# Stored items from a collection
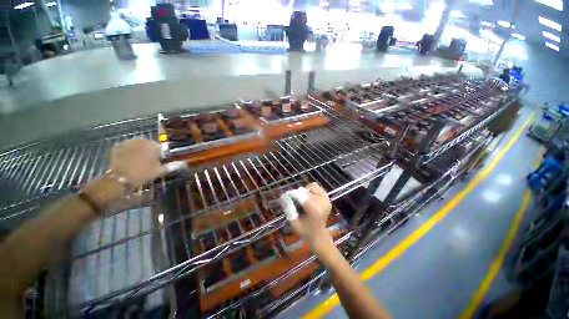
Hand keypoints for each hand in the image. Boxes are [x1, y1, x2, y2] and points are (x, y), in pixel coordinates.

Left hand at [107, 138, 166, 187]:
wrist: (119, 178)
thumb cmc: (142, 173)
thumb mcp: (159, 171)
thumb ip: (171, 166)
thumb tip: (183, 163)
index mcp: (153, 145)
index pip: (160, 148)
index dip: (159, 156)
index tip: (157, 164)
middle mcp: (141, 140)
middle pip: (147, 145)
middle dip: (148, 152)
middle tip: (148, 163)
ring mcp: (127, 142)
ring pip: (136, 146)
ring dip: (138, 151)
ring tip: (137, 162)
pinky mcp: (116, 147)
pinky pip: (125, 148)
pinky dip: (127, 152)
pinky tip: (127, 160)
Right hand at [287, 182, 333, 253]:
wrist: (319, 235)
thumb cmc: (305, 231)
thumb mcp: (294, 223)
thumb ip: (289, 209)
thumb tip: (284, 196)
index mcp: (315, 210)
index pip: (300, 195)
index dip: (291, 194)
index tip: (284, 196)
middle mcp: (322, 202)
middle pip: (305, 190)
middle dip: (297, 193)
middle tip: (293, 201)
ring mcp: (326, 199)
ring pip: (311, 186)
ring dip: (305, 191)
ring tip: (302, 200)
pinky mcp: (327, 197)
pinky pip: (316, 187)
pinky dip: (311, 190)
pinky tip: (308, 198)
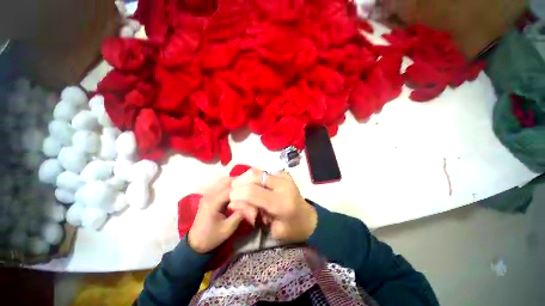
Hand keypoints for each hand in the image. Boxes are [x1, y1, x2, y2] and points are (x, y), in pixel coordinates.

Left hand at [188, 178, 243, 253]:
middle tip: (250, 185)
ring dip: (233, 182)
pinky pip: (220, 185)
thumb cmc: (212, 237)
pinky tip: (236, 190)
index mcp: (212, 202)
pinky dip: (229, 185)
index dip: (242, 187)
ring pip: (222, 181)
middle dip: (238, 181)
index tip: (253, 187)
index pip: (230, 189)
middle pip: (225, 181)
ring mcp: (207, 194)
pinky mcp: (208, 196)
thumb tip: (250, 203)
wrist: (195, 243)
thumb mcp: (228, 228)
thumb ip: (240, 214)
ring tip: (244, 187)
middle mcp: (209, 195)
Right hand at [229, 169, 317, 242]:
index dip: (237, 193)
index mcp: (281, 203)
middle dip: (239, 182)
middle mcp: (283, 185)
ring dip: (246, 179)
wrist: (308, 218)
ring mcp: (284, 177)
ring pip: (258, 171)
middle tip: (234, 192)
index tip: (230, 198)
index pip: (253, 192)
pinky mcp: (284, 174)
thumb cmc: (291, 229)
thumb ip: (252, 214)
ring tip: (242, 189)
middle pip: (254, 176)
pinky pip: (263, 172)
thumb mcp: (271, 229)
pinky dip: (254, 178)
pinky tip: (253, 186)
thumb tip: (233, 201)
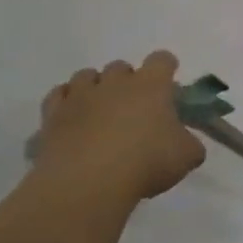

# Exercise directions
Exclude the images and reproduce the remaining data exactly.

# Expected answer
Hand keypoints for each hand in the image. Boxes are [x1, y1, x2, y2] and points are (x, y), in pixel coordinates.

Left hand at [107, 138, 166, 187]:
wrist: (119, 178)
thumb cmc: (142, 173)
thumb mcp: (159, 171)
thumb ip: (171, 166)
thumb tip: (183, 163)
index mcp: (153, 145)
index pip: (160, 148)
index dip: (159, 156)
index tip: (157, 164)
middle mcp: (141, 140)
middle pip: (147, 145)
middle dip: (148, 152)
middle tip: (148, 163)
ring mcp: (127, 142)
ring pip: (136, 146)
ring dip: (138, 151)
ring tip: (137, 162)
pinky mcp: (116, 147)
pinky pip: (125, 148)
pinky dip: (127, 152)
pinky tip: (127, 160)
Right hand at [287, 182, 333, 253]:
wrist: (319, 235)
thumb cmc: (305, 231)
thumb mcp: (294, 223)
thumb ip: (289, 209)
thumb tip: (284, 196)
index mcp: (315, 210)
index pip: (300, 195)
index dip: (291, 194)
index tip: (284, 196)
middle mcp: (322, 202)
middle pip: (305, 190)
middle dip: (297, 193)
middle tip: (293, 201)
ring mcp: (326, 199)
ring pip: (311, 186)
ring dip: (305, 191)
ring tip: (302, 200)
pinky mcp: (327, 197)
pinky pip: (316, 187)
pinky dip: (311, 190)
pinky tip: (308, 198)
Hand keypoints for each hand in the image. Boxes are [x1, y1, x2, y2] and points are (x, y), in pixel coordinates.

Left hand at [188, 178, 243, 253]:
middle tip: (250, 185)
ring dip: (233, 182)
pinky pip: (220, 185)
thumb cmc: (212, 237)
pinky tip: (236, 190)
index mcp: (212, 202)
pinky dip: (229, 185)
index dip: (242, 187)
ring pip: (222, 181)
middle dip: (238, 181)
index tip: (253, 187)
index pip: (230, 189)
middle pip: (225, 181)
ring mcp: (207, 194)
pinky mcp: (208, 196)
thumb tip: (250, 203)
wrist: (195, 243)
thumb mcp: (228, 228)
thumb ip: (240, 214)
ring tip: (244, 187)
middle mcp: (209, 195)
Right hand at [229, 169, 317, 242]:
index dip: (237, 193)
index mcp: (281, 203)
middle dip: (239, 182)
middle mcp: (283, 185)
ring dip: (246, 179)
wrist: (308, 218)
ring mcp: (284, 177)
ring pip: (258, 171)
middle tip: (234, 192)
index tip: (230, 198)
index pip: (253, 192)
pinky mcp: (284, 174)
thumb cmc: (291, 229)
thumb ip: (252, 214)
ring tip: (242, 189)
middle pip: (254, 176)
pinky pip: (263, 172)
thumb mcp: (271, 229)
pinky dip: (254, 178)
pinky tip: (253, 186)
thumb tip: (233, 201)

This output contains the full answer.